Welcome to the official blog of ClimaLinks! We're thrilled to have you here. In this post, we'll dive deep into what we do, the problems we're addressing, and how our innovative solutions are shaping the future.

At ClimaLinks, we offer top-tier weather intelligence software solutions, transforming mere weather data into actionable insights. Our aim? To redefine how businesses handle weather-related opportunities and challenges.

Our Initial Areas of Focus:
  • Core: Construction and Civil Engineering
  • Pilots in: Facility Management, Agriculture

We are on a quest to assist industries vulnerable to weather disruptions. Our offerings include our flagship ClimaLinks Weather Relations Management (WRM) Software, as well as ClimaLinks Data-as-a-Service.

❓ The Big Challenge

Despite the advancements in forecasting accuracy, many businesses struggle to convert this precision into actionable strategies. This gap can result in unforeseen costs like project delays, missed opportunities, and resource mismanagement.

In the construction industry, delays are all too common due to a myriad of factors. However, a staggering 45% of these delays are attributed solely to weather conditions. This underscores the pressing need not just for precise but also actionable weather insights.

The Gist

Traditional weather platforms tend to offer raw data without much contextual interpretation. While this might be manageable for individuals, companies, given their intricate operations, struggle to proactively leverage this information. Without tailored insights, businesses miss out on opportunities for proactive decision-making that would otherwise be straightforward.

But that's where we step in. Our mission is to bridge this "final mile" of innovation, turning abundant weather data into tangible insights. With the rise of Generative AI, we're poised to address this gap and usher in a new era of weather intelligence.

🌍 Our Vision and Mission

While many view weather forecasts as mere passive indicators, we at ClimaLinks see them as opportunities. Our mission is simple yet transformative: turn weather data from a passive reference into an active decision-making tool.

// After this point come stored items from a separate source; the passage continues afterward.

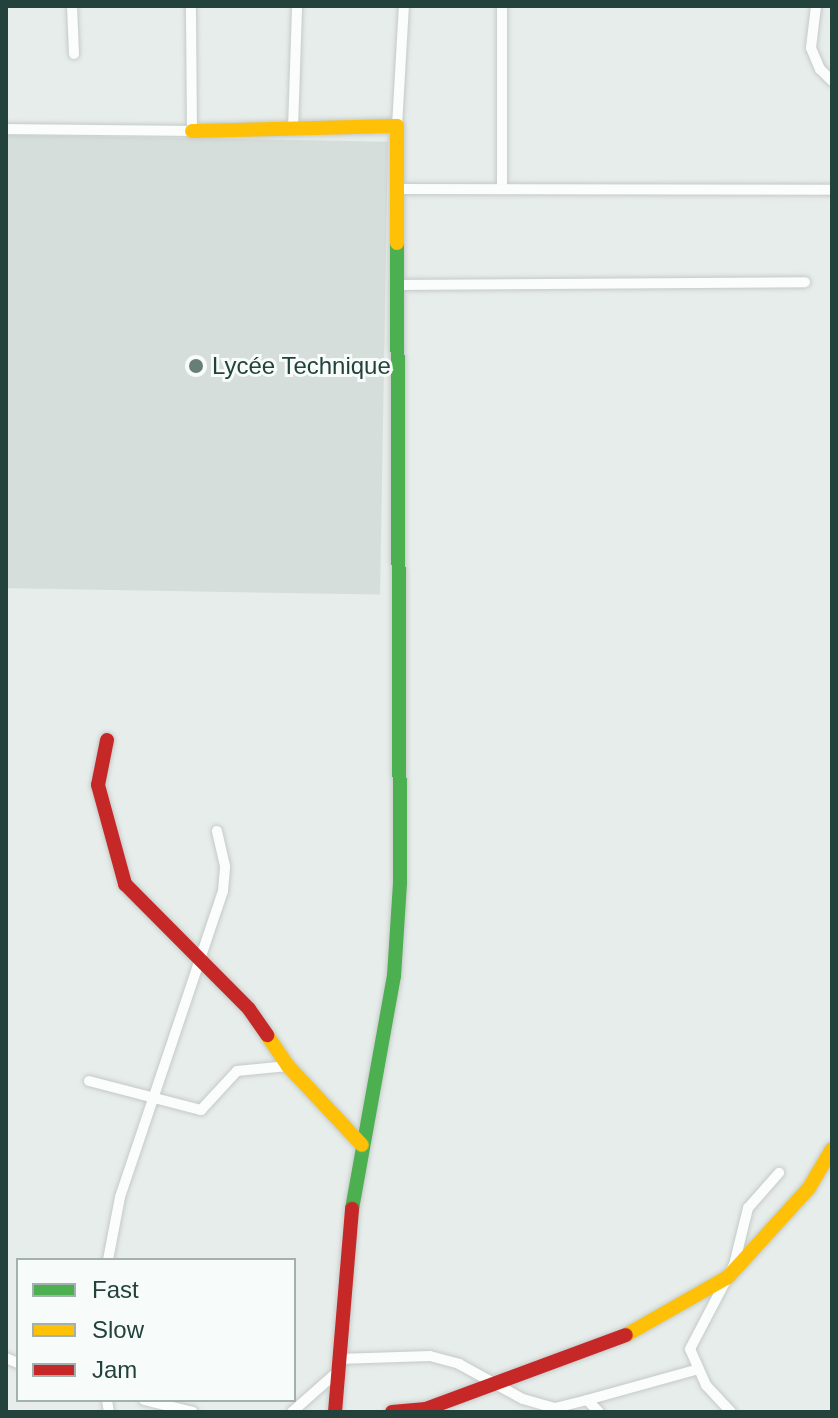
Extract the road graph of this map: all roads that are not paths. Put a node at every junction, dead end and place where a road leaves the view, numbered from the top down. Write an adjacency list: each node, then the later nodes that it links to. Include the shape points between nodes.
1 (72, 6): 7 (street)
2 (191, 6): 12 (street)
3 (297, 6): 11 (street)
4 (404, 6): 9 (street)
5 (502, 6): 13 (street)
6 (816, 6): 8 (street, via 811,48)
7 (74, 54)
8 (832, 81)
9 (397, 126): 11 (street); 14 (street)
10 (6, 129): 12 (street)
11 (293, 129): 12 (street)
12 (192, 131)
13 (502, 185): 14 (street); 15 (street)
14 (398, 189): 17 (street)
15 (832, 190)
16 (805, 282): 17 (street)
17 (400, 285): 24 (street, via 400,882 394,976)
18 (107, 740): 20 (street, via 98,785 125,884)
19 (217, 831): 20 (street, via 225,866 223,891)
20 (199, 964): 21 (street, via 249,1009); 23 (street)
21 (288, 1066): 23 (street, via 237,1071 201,1110); 24 (street)
22 (89, 1081): 23 (street)
23 (154, 1097): 27 (street, via 120,1197)
24 (362, 1145): 29 (street, via 347,1240)
25 (832, 1149): 28 (street, via 809,1188)
26 (779, 1173): 28 (street, via 748,1208)
27 (108, 1258)
28 (728, 1277): 30 (street, via 690,1349); 31 (street, via 620,1338)
29 (338, 1366): 31 (street, via 430,1356); 35 (street); 36 (street)
30 (699, 1369): 32 (street); 39 (street)
31 (499, 1384): 32 (street, via 523,1399 555,1408); 37 (street, via 426,1409)
32 (587, 1400): 38 (street)
33 (152, 1402): 34 (street)
34 (193, 1412)
35 (292, 1412)
36 (335, 1412)
37 (392, 1412)
38 (599, 1412)
39 (731, 1412)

We envision a future where weather data isn't just accurate, but indispensable for proactive strategies and operations.

🎯 Company Goals and Objectives

Our flagship product, the Weather Relations Management (WRM) software, is set to revolutionize how businesses interpret weather forecasts. Our primary market is Switzerland, but we have plans to expand to Canada and Taiwan.

We're not just about data. As we evolve, the integration of IoT will further enrich our data sources, providing unprecedented granularity and real-time updates. We're all about innovation and adaptability, and we're geared up to set a new benchmark in weather intelligence.

💡 Innovation and Advancements

Our WRM software introduces a fresh approach to weather intelligence, catering specifically to B2B applications. The platform is versatile and moulds itself to different industries' unique requirements. Plus, businesses can integrate ClimaLinks WRM into their existing systems via Power Automate or our API, ensuring seamless decision-making based on our insights.